In the depths of the ocean, where submarine cables crisscross the seafloor, a technological breakthrough is making waves. Researchers, led by CHEN Xueyong, have developed an underwater wet-mateable hybrid optoelectronic connector that promises to revolutionize the energy sector. This innovation, detailed in a recent study published in *Guangtongxin yanjiu* (translated as *Optical Communication Research*), is set to break the monopoly of foreign technologies, offering a path to self-reliance and controllability in large-scale underwater interconnection projects.
The connector, a critical component in submarine engineering, integrates several key technologies. These include isobaric balance, rotary sealing, oil-filled cable sealing connection, multi-stage guided precise docking, position recognition, non-contact optical contacts, and fiber core adjustment. “The development of this connector is a significant step forward,” says CHEN Xueyong. “It addresses the pressing need for reliable, high-performance connections in underwater environments.”
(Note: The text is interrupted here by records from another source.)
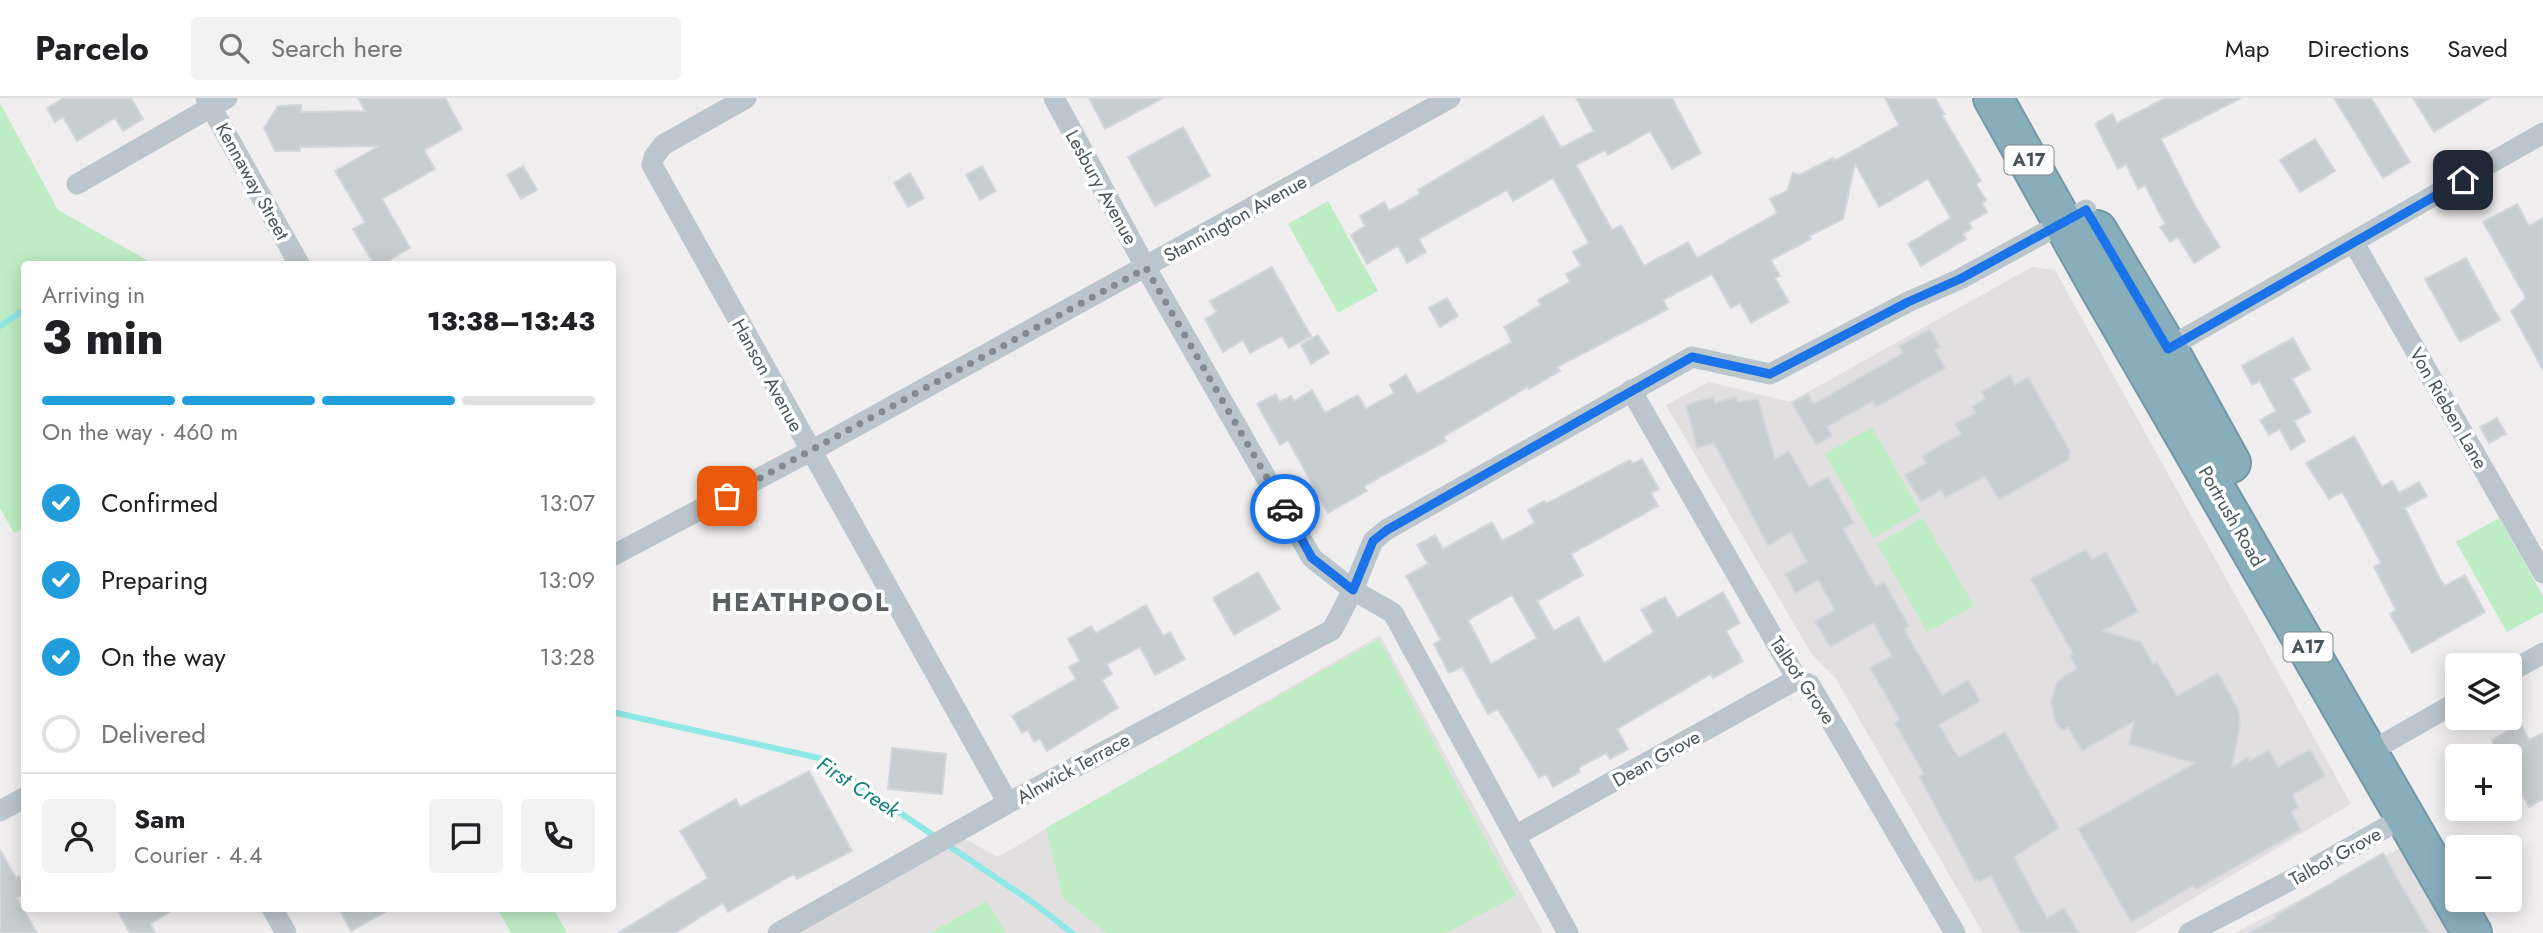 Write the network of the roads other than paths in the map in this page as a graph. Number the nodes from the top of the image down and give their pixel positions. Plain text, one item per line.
1 (746, 98) edge
2 (1054, 98) edge
3 (1450, 98) edge
4 (1993, 98) edge
5 (2023, 98) edge
6 (215, 101) edge
7 (2543, 133) edge
8 (77, 184) dead end
9 (2075, 216) junction
10 (2354, 243) junction
11 (297, 261) edge
12 (1146, 268) junction
13 (2155, 356) junction
14 (1632, 390) junction
15 (810, 452) junction
16 (616, 554) edge
17 (2543, 573) edge
18 (1353, 590) junction
19 (2543, 653) edge
20 (2522, 665) edge
21 (1797, 679) junction
22 (2445, 709) edge
23 (2387, 742) junction
24 (21, 800) edge
25 (1008, 803) junction
26 (0, 811) edge
27 (2406, 816) junction
28 (1516, 836) junction
29 (2445, 843) edge
30 (274, 912) edge
31 (2484, 912) edge
32 (286, 933) edge
33 (778, 933) edge
34 (1569, 933) edge
35 (1955, 933) edge
36 (2189, 933) edge
37 (2472, 933) edge
38 (2496, 933) edge

1 - 15 street, Hanson Avenue
2 - 12 street, Lesbury Avenue
3 - 12 street, Stannington Avenue
4 - 9 highway, Portrush Road / A17
5 - 9 highway, Portrush Road / A17
6 - 8 street
6 - 11 street, Kennaway Street
7 - 10 street
9 - 13 highway, Portrush Road / A17
9 - 14 street, Alnwick Terrace
10 - 13 street
10 - 17 street, Von Rieben Lane
12 - 15 street, Stannington Avenue
12 - 18 street, Lesbury Avenue
13 - 23 highway, Portrush Road / A17
13 - 27 highway, Portrush Road / A17
14 - 18 street, Alnwick Terrace
14 - 21 street, Talbot Grove
15 - 16 street, Stannington Avenue
15 - 25 street, Hanson Avenue
18 - 25 street, Alnwick Terrace
18 - 28 street
19 - 20 street
21 - 28 street, Dean Grove
21 - 35 street, Talbot Grove
22 - 23 street
23 - 29 highway, Portrush Road / A17
24 - 26 street
25 - 33 street, Alnwick Terrace
27 - 36 street, Talbot Grove
27 - 37 highway, Portrush Road / A17
28 - 34 street
30 - 32 street
31 - 38 highway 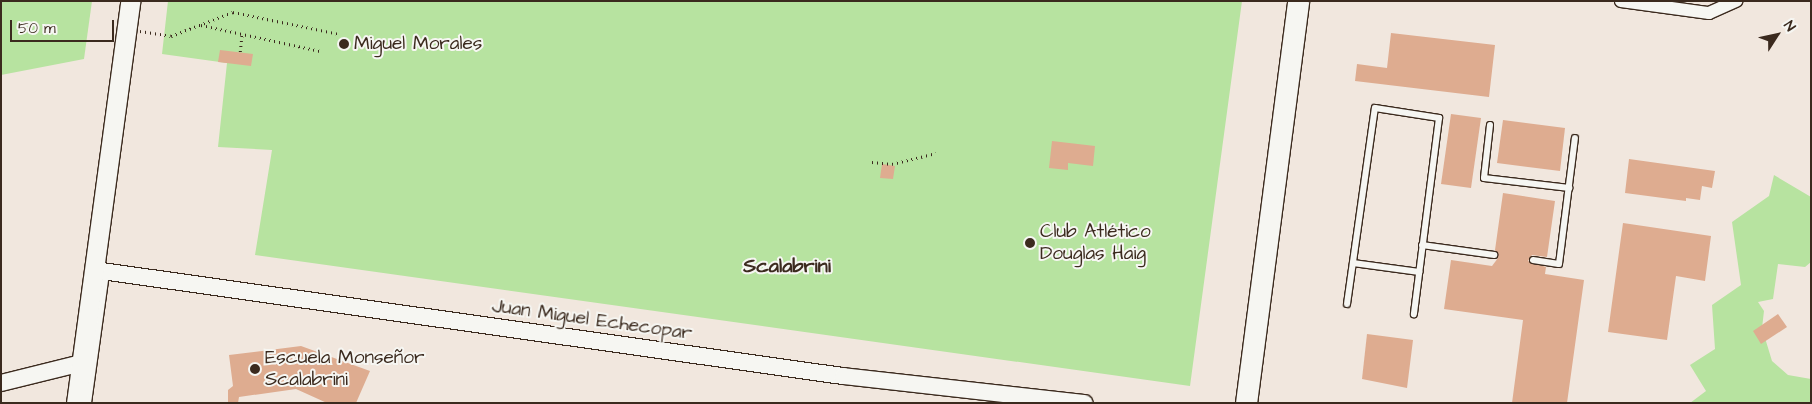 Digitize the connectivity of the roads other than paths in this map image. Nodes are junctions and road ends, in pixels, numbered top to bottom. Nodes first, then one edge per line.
1 (130, 1) edge
2 (1298, 1) edge
3 (1621, 1) edge
4 (1736, 1) edge
5 (1490, 125) dead end
6 (1575, 138) dead end
7 (1569, 188) junction
8 (1422, 245) junction
9 (1494, 255) dead end
10 (1533, 260) dead end
11 (1353, 263) junction
12 (100, 271) junction
13 (1419, 272) junction
14 (1347, 304) dead end
15 (1414, 314) dead end
16 (82, 363) junction
17 (1, 383) edge
18 (76, 403) edge
19 (88, 403) edge
20 (1084, 403) edge
21 (1246, 403) edge

1 - 12 main road
2 - 21 main road
3 - 4 street
5 - 7 lane
6 - 7 lane
7 - 10 lane
8 - 9 lane
8 - 11 lane
8 - 13 lane
11 - 13 lane
11 - 14 lane
12 - 16 main road
12 - 19 lane
12 - 20 street, Juan Miguel Echecopar
13 - 15 lane
16 - 17 street
16 - 18 main road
The connector’s robustness was thoroughly tested. It underwent high-pressure underwater mating and unmating tests, oscillation and tension tests of oil-filled cables, and maximum offset mating and unmating tests. The results were impressive: the insertion loss was maintained at 0.5 dB, and the insulation resistance remained above 50 GΩ after 100 cycles of plugging and unplugging under a pressure of 45 MPa. The tensile capacity and end connection reliability of the oil-filled cable cone sealing structure also met the required standards.
Simulation analyses provided further insights. During dynamic mating and unmating processes, the contact pressure of the rolling shaft was found to be consistently greater than the water pressure, ensuring dynamic sealing and preventing leakage. For static sealing structures, the simulations showed that at a water pressure of 70 MPa, there would be no seawater leakage into the equipment interior. However, as the gap increased, the deformation, stress, and contact pressure of the O-ring with the wall surface all showed an increasing trend. For dynamic sealing structures, the faster the pin movement speed, the greater the seawater pressure and the greater the leakage amount.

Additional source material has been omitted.